### Task item:
Print the data once more, exactly as given. Drop the pictures.

### Data extracts:
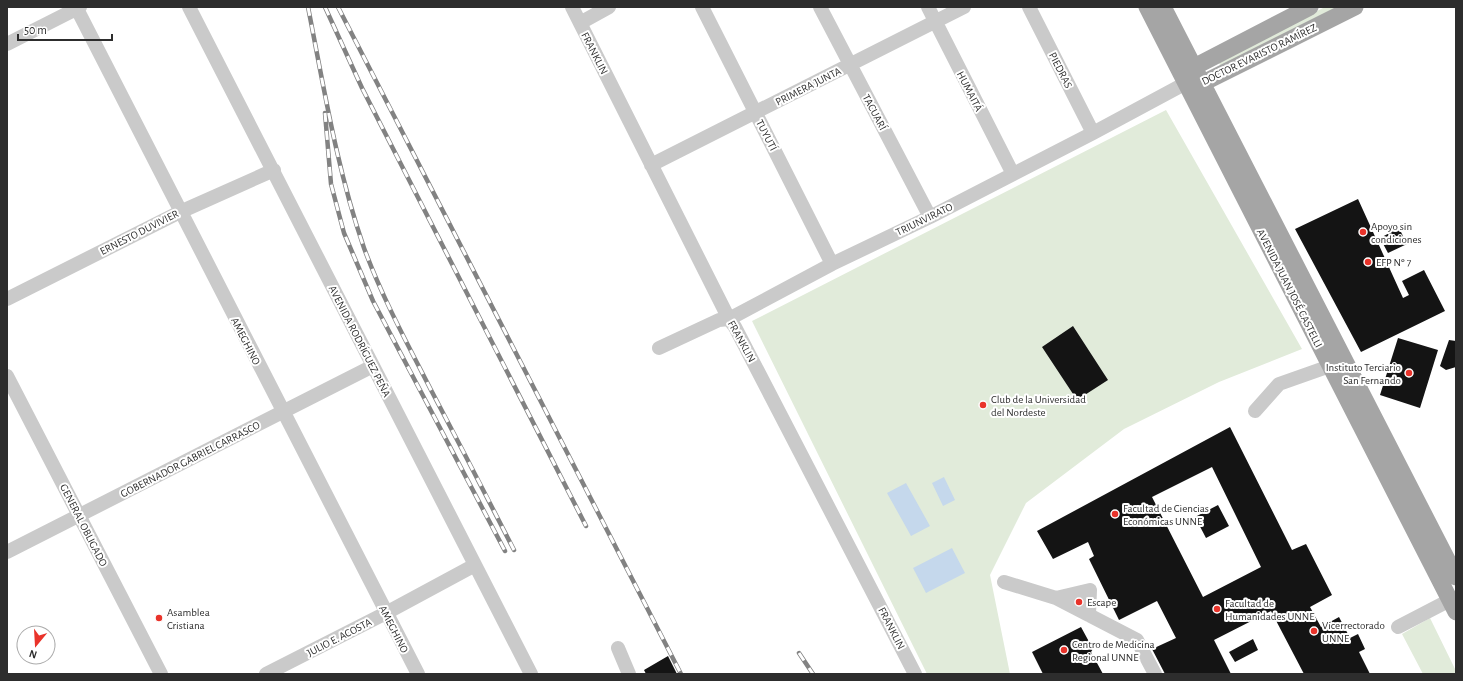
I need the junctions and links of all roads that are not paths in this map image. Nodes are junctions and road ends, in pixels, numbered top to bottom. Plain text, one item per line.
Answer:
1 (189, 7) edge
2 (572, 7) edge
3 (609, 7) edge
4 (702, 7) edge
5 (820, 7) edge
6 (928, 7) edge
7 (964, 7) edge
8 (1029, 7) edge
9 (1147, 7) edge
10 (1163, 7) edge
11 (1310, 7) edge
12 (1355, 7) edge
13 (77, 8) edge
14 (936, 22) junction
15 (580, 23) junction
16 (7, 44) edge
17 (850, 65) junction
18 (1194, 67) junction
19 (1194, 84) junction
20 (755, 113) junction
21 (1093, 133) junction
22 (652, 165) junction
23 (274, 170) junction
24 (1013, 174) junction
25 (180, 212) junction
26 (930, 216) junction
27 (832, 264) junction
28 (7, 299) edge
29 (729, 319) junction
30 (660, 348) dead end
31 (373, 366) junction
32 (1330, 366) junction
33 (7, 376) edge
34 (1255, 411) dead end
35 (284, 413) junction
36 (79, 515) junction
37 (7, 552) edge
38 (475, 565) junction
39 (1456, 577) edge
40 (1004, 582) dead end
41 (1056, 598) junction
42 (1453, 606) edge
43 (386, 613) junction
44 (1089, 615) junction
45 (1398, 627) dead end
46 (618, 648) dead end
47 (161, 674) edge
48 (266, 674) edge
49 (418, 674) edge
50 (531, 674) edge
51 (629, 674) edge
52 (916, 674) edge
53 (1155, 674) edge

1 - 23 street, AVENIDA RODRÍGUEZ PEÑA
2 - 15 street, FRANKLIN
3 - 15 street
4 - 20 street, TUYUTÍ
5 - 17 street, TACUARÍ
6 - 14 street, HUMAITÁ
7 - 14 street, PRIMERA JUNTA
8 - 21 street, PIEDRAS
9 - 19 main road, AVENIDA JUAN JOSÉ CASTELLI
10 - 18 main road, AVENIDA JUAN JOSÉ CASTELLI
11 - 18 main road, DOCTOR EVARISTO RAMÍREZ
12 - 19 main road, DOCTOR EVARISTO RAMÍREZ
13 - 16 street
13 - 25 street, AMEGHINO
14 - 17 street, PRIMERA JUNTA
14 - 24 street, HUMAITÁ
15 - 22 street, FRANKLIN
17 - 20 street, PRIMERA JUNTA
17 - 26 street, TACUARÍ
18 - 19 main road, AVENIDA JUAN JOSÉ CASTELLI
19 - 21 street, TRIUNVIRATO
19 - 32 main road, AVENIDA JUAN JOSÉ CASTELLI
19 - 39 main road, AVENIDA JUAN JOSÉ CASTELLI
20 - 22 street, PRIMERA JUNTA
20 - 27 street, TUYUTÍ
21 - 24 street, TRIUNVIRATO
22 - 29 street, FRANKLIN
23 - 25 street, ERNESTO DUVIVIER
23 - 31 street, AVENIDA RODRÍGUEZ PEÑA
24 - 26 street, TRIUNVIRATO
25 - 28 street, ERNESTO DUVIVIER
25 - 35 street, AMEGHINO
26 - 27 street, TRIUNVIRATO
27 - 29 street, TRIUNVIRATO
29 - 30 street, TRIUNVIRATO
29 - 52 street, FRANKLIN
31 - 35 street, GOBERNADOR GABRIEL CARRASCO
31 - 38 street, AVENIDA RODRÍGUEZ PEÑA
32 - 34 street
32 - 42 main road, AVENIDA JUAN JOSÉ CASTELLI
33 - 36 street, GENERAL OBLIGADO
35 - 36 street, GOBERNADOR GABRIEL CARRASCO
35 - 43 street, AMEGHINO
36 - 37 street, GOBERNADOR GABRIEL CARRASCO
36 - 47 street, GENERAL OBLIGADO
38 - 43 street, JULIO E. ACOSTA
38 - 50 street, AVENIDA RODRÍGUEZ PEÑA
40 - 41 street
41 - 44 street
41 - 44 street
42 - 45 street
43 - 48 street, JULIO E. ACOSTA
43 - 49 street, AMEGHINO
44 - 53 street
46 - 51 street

### Answer to this task:
I need the junctions and links of all roads that are not paths in this map image. Nodes are junctions and road ends, in pixels, numbered top to bottom. Plain text, one item per line.
Answer:
1 (189, 7) edge
2 (572, 7) edge
3 (609, 7) edge
4 (702, 7) edge
5 (820, 7) edge
6 (928, 7) edge
7 (964, 7) edge
8 (1029, 7) edge
9 (1147, 7) edge
10 (1163, 7) edge
11 (1310, 7) edge
12 (1355, 7) edge
13 (77, 8) edge
14 (936, 22) junction
15 (580, 23) junction
16 (7, 44) edge
17 (850, 65) junction
18 (1194, 67) junction
19 (1194, 84) junction
20 (755, 113) junction
21 (1093, 133) junction
22 (652, 165) junction
23 (274, 170) junction
24 (1013, 174) junction
25 (180, 212) junction
26 (930, 216) junction
27 (832, 264) junction
28 (7, 299) edge
29 (729, 319) junction
30 (660, 348) dead end
31 (373, 366) junction
32 (1330, 366) junction
33 (7, 376) edge
34 (1255, 411) dead end
35 (284, 413) junction
36 (79, 515) junction
37 (7, 552) edge
38 (475, 565) junction
39 (1456, 577) edge
40 (1004, 582) dead end
41 (1056, 598) junction
42 (1453, 606) edge
43 (386, 613) junction
44 (1089, 615) junction
45 (1398, 627) dead end
46 (618, 648) dead end
47 (161, 674) edge
48 (266, 674) edge
49 (418, 674) edge
50 (531, 674) edge
51 (629, 674) edge
52 (916, 674) edge
53 (1155, 674) edge

1 - 23 street, AVENIDA RODRÍGUEZ PEÑA
2 - 15 street, FRANKLIN
3 - 15 street
4 - 20 street, TUYUTÍ
5 - 17 street, TACUARÍ
6 - 14 street, HUMAITÁ
7 - 14 street, PRIMERA JUNTA
8 - 21 street, PIEDRAS
9 - 19 main road, AVENIDA JUAN JOSÉ CASTELLI
10 - 18 main road, AVENIDA JUAN JOSÉ CASTELLI
11 - 18 main road, DOCTOR EVARISTO RAMÍREZ
12 - 19 main road, DOCTOR EVARISTO RAMÍREZ
13 - 16 street
13 - 25 street, AMEGHINO
14 - 17 street, PRIMERA JUNTA
14 - 24 street, HUMAITÁ
15 - 22 street, FRANKLIN
17 - 20 street, PRIMERA JUNTA
17 - 26 street, TACUARÍ
18 - 19 main road, AVENIDA JUAN JOSÉ CASTELLI
19 - 21 street, TRIUNVIRATO
19 - 32 main road, AVENIDA JUAN JOSÉ CASTELLI
19 - 39 main road, AVENIDA JUAN JOSÉ CASTELLI
20 - 22 street, PRIMERA JUNTA
20 - 27 street, TUYUTÍ
21 - 24 street, TRIUNVIRATO
22 - 29 street, FRANKLIN
23 - 25 street, ERNESTO DUVIVIER
23 - 31 street, AVENIDA RODRÍGUEZ PEÑA
24 - 26 street, TRIUNVIRATO
25 - 28 street, ERNESTO DUVIVIER
25 - 35 street, AMEGHINO
26 - 27 street, TRIUNVIRATO
27 - 29 street, TRIUNVIRATO
29 - 30 street, TRIUNVIRATO
29 - 52 street, FRANKLIN
31 - 35 street, GOBERNADOR GABRIEL CARRASCO
31 - 38 street, AVENIDA RODRÍGUEZ PEÑA
32 - 34 street
32 - 42 main road, AVENIDA JUAN JOSÉ CASTELLI
33 - 36 street, GENERAL OBLIGADO
35 - 36 street, GOBERNADOR GABRIEL CARRASCO
35 - 43 street, AMEGHINO
36 - 37 street, GOBERNADOR GABRIEL CARRASCO
36 - 47 street, GENERAL OBLIGADO
38 - 43 street, JULIO E. ACOSTA
38 - 50 street, AVENIDA RODRÍGUEZ PEÑA
40 - 41 street
41 - 44 street
41 - 44 street
42 - 45 street
43 - 48 street, JULIO E. ACOSTA
43 - 49 street, AMEGHINO
44 - 53 street
46 - 51 street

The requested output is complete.